# [SOLVED] dead 420 W Tagan psu - worth repairing?



## yoyojoe (Feb 11, 2006)

hi folks, 

my simple question - is it worth getting a dead psu repaired or would it be better to purchase a new replacement unit for the money?

I have a Tagan 420 W psu (TG420-U01) which has just stopped working - no symptons, no warning, no 'glitches', nothing; it was working fine last night when I turned off my pc. I turned it on this morning, and - NOTHING, not a thing, kaput!

The fuse and 'kettle' lead are in fine working order; with the psu unmounted and removed from the case I hot-wired the mobo lead (as per an earlier linked post on this forum) and plugged one connector to a dvd drive then powered up the psu - result, nothing; not a glimmer, no fan twitch, no clicks, just d-e-a-d. :sigh:
The psu is about 40 months old, the warranty was 36 months (ain't that life  ) and has been sweet all that time, well, until now.

I don't have a circuit diagram for it and IF I did I'm not sure I could be able to make use of it so self repair is not really an option for me.

background info - I tend to turn the pc off (using the 'Power On' button at the front of the case) each day after I finish a session.

Your comments and constructive suggestions are gratefully received with thanks.

Regards,

yoyojoe


----------



## dai (Jul 2, 2004)

*Re: dead 420 W Tagan psu - worth repairing?*

not worth it a 420w won't run much these days and they hold enough power to kill for weeks after being unplugged
when replacing always upgrade


----------



## CoOkie (Oct 4, 2004)

*Re: dead 420 W Tagan psu - worth repairing?*

It's not worth repairing... invest in a new one


----------



## Tumbleweed36 (May 14, 2005)

*Re: dead 420 W Tagan psu - worth repairing?*

Echo....not worth repairing, get something larger that is a quality power supply.


----------



## yoyojoe (Feb 11, 2006)

*Re: dead 420 W Tagan psu - worth repairing?*

hi folks,

thanks for your input on this item. TSF - thank you for an excellent forum, *THE BEST ONE* there is, keep up the good work!

I thought I'd offer some feedback in this post as a request (of sorts) to highlight an aspect regarding power supplies that you may care to incorporate into your otherwise excellent 'hardware' stickies; offered by way of a minor constructive comment.

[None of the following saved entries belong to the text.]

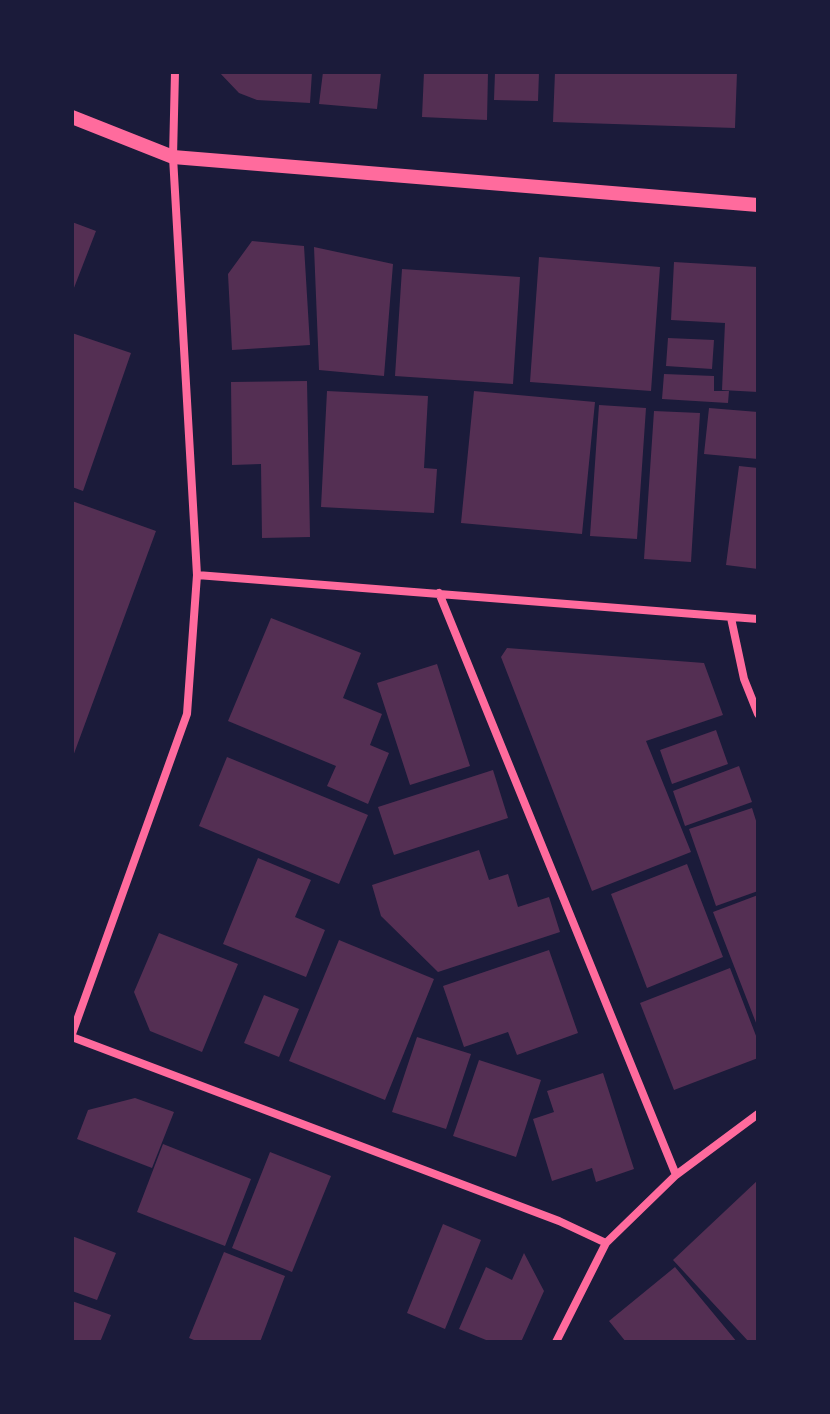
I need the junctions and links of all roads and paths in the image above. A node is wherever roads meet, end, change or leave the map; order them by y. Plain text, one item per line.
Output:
1 (175, 72) edge
2 (72, 117) edge
3 (173, 157) junction
4 (758, 205) edge
5 (197, 575) junction
6 (439, 593) junction
7 (731, 618) junction
8 (758, 619) edge
9 (758, 714) edge
10 (72, 1036) edge
11 (758, 1114) edge
12 (676, 1175) junction
13 (606, 1243) junction
14 (556, 1342) edge

1 - 3 street
2 - 3 street
3 - 4 street
3 - 5 street
5 - 6 street
5 - 10 street
6 - 7 street
6 - 12 street
7 - 8 street
7 - 9 street
10 - 13 street
11 - 12 street
12 - 13 street
13 - 14 street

my comment is this - it seems that most reviews and recommendations do NOT take into consideration the length of the output leads and the distances between terminals especially for those with the larger than 'standard' ATX type case.

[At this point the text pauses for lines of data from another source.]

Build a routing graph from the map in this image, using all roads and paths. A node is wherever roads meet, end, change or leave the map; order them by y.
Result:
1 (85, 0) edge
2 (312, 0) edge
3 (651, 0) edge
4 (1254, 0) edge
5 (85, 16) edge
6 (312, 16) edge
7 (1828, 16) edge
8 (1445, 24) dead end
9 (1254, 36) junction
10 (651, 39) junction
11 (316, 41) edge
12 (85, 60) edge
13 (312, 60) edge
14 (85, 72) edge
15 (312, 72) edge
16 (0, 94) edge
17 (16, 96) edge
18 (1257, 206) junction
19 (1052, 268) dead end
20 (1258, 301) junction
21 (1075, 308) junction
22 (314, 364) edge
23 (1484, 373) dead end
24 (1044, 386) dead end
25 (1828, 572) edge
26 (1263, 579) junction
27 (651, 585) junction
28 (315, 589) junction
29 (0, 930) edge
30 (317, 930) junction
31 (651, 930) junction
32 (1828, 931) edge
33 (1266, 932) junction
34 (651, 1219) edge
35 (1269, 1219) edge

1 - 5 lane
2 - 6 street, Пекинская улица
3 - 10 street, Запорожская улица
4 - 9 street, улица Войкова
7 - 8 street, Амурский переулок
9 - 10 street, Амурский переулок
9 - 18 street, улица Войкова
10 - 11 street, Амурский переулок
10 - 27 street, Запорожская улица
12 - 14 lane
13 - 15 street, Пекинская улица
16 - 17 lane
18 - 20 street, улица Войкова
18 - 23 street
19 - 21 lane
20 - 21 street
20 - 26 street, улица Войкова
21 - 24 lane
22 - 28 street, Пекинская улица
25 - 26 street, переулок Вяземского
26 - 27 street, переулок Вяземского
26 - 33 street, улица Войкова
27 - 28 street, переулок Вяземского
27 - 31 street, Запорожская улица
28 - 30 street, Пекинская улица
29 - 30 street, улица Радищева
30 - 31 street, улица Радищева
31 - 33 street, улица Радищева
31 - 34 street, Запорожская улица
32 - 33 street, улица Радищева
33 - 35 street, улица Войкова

background info - I have just replaced a 420 Watt Tagan psu (failed after just over 3 years of reliable service) with a 430 Watt S12II Seasonic psu - I heeded the advice about buying a good quality unit and reasoned that replacing like with like is a reasonable and modest strategy, for me at the moment, to re-instate the use and performance of a reasonable pc that is not going to be remain on the 'upgrade' path any longer.

my experiences are:-
1 - it appears that the size of my ATX style case is not best served with this Seasonic psu because the leads of this Seasonic unit are NOT long enough to reach to all locations within the case.

2 - to make use of this new psu I have had to re-arrange drives and modules within the case to get a 'minimum' hardware configuration up and running; I also had to resort to cable extenders and splitters - items that are needed but NOT supplied with this particular psu.

3 - though my system is now up and running I still need to 'tinker' with the configuration because the nVidia graphics card 'Sentinel' software is reporting that there is insufficent power to the card so its capability is curbed to minimise risk of damage.

my conclusions are:-
1 - at the moment I'm glad I did not follow the 'regular' advice to commit to a major psu upgrade on this go around.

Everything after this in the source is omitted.